**What to work on:** So that nothing is lost, write out all the lines below exactly.

**Task inputs:**

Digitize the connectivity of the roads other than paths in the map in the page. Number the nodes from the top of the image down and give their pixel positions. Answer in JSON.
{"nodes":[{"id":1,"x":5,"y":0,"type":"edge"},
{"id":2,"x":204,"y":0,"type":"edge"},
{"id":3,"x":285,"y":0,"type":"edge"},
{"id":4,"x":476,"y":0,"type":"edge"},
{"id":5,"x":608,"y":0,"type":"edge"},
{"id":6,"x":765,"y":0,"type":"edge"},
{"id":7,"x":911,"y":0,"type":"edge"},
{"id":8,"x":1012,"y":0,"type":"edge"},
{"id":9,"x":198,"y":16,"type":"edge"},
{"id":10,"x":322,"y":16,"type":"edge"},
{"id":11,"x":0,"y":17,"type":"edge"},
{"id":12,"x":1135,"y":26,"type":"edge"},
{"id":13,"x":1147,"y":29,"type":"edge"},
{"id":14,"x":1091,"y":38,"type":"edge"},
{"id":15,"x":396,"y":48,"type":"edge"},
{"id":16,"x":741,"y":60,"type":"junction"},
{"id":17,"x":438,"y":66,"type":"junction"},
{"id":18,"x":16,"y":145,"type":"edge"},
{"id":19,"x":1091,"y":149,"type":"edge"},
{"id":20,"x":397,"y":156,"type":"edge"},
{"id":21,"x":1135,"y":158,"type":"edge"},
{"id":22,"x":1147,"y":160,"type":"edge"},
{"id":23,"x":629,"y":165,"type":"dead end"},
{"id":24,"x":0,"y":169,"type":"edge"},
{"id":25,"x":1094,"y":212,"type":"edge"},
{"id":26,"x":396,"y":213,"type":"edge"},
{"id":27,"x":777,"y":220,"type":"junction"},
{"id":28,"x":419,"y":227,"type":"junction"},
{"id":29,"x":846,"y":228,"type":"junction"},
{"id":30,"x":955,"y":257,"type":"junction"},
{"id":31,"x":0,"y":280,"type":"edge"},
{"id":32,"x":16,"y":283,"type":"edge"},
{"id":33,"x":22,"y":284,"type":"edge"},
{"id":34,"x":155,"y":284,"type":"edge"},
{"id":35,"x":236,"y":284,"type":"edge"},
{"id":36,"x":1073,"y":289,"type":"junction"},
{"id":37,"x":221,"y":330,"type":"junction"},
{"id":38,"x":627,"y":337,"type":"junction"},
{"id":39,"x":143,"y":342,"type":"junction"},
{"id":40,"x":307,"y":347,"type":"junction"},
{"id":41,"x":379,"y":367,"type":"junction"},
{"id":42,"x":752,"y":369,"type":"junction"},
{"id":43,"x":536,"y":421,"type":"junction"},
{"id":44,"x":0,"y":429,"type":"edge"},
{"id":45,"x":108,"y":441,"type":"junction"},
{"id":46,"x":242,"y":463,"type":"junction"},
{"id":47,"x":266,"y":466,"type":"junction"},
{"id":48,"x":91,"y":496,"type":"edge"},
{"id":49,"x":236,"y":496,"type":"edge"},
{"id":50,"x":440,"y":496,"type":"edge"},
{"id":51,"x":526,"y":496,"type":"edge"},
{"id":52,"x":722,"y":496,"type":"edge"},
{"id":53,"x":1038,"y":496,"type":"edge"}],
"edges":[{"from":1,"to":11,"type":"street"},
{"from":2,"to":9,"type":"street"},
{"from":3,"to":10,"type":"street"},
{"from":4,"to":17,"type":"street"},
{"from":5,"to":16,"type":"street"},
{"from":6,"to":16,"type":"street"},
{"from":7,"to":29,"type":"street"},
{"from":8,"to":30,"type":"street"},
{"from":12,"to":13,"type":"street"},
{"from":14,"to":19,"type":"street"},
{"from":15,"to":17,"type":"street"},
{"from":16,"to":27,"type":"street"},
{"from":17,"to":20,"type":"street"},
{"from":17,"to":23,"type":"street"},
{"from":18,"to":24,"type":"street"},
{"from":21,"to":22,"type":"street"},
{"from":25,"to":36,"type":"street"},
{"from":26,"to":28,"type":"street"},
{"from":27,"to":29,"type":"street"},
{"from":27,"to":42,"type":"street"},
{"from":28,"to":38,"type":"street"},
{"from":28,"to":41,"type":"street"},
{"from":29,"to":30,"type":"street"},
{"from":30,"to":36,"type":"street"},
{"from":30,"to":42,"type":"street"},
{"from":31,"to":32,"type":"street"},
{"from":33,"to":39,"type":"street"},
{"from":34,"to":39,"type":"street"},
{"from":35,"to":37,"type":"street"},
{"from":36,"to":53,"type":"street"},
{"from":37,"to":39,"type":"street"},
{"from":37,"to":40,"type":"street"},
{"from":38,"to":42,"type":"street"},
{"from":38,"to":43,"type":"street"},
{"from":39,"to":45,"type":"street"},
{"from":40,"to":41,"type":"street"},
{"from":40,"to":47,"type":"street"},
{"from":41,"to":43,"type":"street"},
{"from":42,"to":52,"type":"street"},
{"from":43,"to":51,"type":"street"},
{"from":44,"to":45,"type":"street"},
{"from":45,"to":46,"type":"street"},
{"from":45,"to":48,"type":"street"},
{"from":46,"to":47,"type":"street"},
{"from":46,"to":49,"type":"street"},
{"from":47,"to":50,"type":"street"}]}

**Task answer:**
Digitize the connectivity of the roads other than paths in the map in the page. Number the nodes from the top of the image down and give their pixel positions. Answer in JSON.
{"nodes":[{"id":1,"x":5,"y":0,"type":"edge"},
{"id":2,"x":204,"y":0,"type":"edge"},
{"id":3,"x":285,"y":0,"type":"edge"},
{"id":4,"x":476,"y":0,"type":"edge"},
{"id":5,"x":608,"y":0,"type":"edge"},
{"id":6,"x":765,"y":0,"type":"edge"},
{"id":7,"x":911,"y":0,"type":"edge"},
{"id":8,"x":1012,"y":0,"type":"edge"},
{"id":9,"x":198,"y":16,"type":"edge"},
{"id":10,"x":322,"y":16,"type":"edge"},
{"id":11,"x":0,"y":17,"type":"edge"},
{"id":12,"x":1135,"y":26,"type":"edge"},
{"id":13,"x":1147,"y":29,"type":"edge"},
{"id":14,"x":1091,"y":38,"type":"edge"},
{"id":15,"x":396,"y":48,"type":"edge"},
{"id":16,"x":741,"y":60,"type":"junction"},
{"id":17,"x":438,"y":66,"type":"junction"},
{"id":18,"x":16,"y":145,"type":"edge"},
{"id":19,"x":1091,"y":149,"type":"edge"},
{"id":20,"x":397,"y":156,"type":"edge"},
{"id":21,"x":1135,"y":158,"type":"edge"},
{"id":22,"x":1147,"y":160,"type":"edge"},
{"id":23,"x":629,"y":165,"type":"dead end"},
{"id":24,"x":0,"y":169,"type":"edge"},
{"id":25,"x":1094,"y":212,"type":"edge"},
{"id":26,"x":396,"y":213,"type":"edge"},
{"id":27,"x":777,"y":220,"type":"junction"},
{"id":28,"x":419,"y":227,"type":"junction"},
{"id":29,"x":846,"y":228,"type":"junction"},
{"id":30,"x":955,"y":257,"type":"junction"},
{"id":31,"x":0,"y":280,"type":"edge"},
{"id":32,"x":16,"y":283,"type":"edge"},
{"id":33,"x":22,"y":284,"type":"edge"},
{"id":34,"x":155,"y":284,"type":"edge"},
{"id":35,"x":236,"y":284,"type":"edge"},
{"id":36,"x":1073,"y":289,"type":"junction"},
{"id":37,"x":221,"y":330,"type":"junction"},
{"id":38,"x":627,"y":337,"type":"junction"},
{"id":39,"x":143,"y":342,"type":"junction"},
{"id":40,"x":307,"y":347,"type":"junction"},
{"id":41,"x":379,"y":367,"type":"junction"},
{"id":42,"x":752,"y":369,"type":"junction"},
{"id":43,"x":536,"y":421,"type":"junction"},
{"id":44,"x":0,"y":429,"type":"edge"},
{"id":45,"x":108,"y":441,"type":"junction"},
{"id":46,"x":242,"y":463,"type":"junction"},
{"id":47,"x":266,"y":466,"type":"junction"},
{"id":48,"x":91,"y":496,"type":"edge"},
{"id":49,"x":236,"y":496,"type":"edge"},
{"id":50,"x":440,"y":496,"type":"edge"},
{"id":51,"x":526,"y":496,"type":"edge"},
{"id":52,"x":722,"y":496,"type":"edge"},
{"id":53,"x":1038,"y":496,"type":"edge"}],
"edges":[{"from":1,"to":11,"type":"street"},
{"from":2,"to":9,"type":"street"},
{"from":3,"to":10,"type":"street"},
{"from":4,"to":17,"type":"street"},
{"from":5,"to":16,"type":"street"},
{"from":6,"to":16,"type":"street"},
{"from":7,"to":29,"type":"street"},
{"from":8,"to":30,"type":"street"},
{"from":12,"to":13,"type":"street"},
{"from":14,"to":19,"type":"street"},
{"from":15,"to":17,"type":"street"},
{"from":16,"to":27,"type":"street"},
{"from":17,"to":20,"type":"street"},
{"from":17,"to":23,"type":"street"},
{"from":18,"to":24,"type":"street"},
{"from":21,"to":22,"type":"street"},
{"from":25,"to":36,"type":"street"},
{"from":26,"to":28,"type":"street"},
{"from":27,"to":29,"type":"street"},
{"from":27,"to":42,"type":"street"},
{"from":28,"to":38,"type":"street"},
{"from":28,"to":41,"type":"street"},
{"from":29,"to":30,"type":"street"},
{"from":30,"to":36,"type":"street"},
{"from":30,"to":42,"type":"street"},
{"from":31,"to":32,"type":"street"},
{"from":33,"to":39,"type":"street"},
{"from":34,"to":39,"type":"street"},
{"from":35,"to":37,"type":"street"},
{"from":36,"to":53,"type":"street"},
{"from":37,"to":39,"type":"street"},
{"from":37,"to":40,"type":"street"},
{"from":38,"to":42,"type":"street"},
{"from":38,"to":43,"type":"street"},
{"from":39,"to":45,"type":"street"},
{"from":40,"to":41,"type":"street"},
{"from":40,"to":47,"type":"street"},
{"from":41,"to":43,"type":"street"},
{"from":42,"to":52,"type":"street"},
{"from":43,"to":51,"type":"street"},
{"from":44,"to":45,"type":"street"},
{"from":45,"to":46,"type":"street"},
{"from":45,"to":48,"type":"street"},
{"from":46,"to":47,"type":"street"},
{"from":46,"to":49,"type":"street"},
{"from":47,"to":50,"type":"street"}]}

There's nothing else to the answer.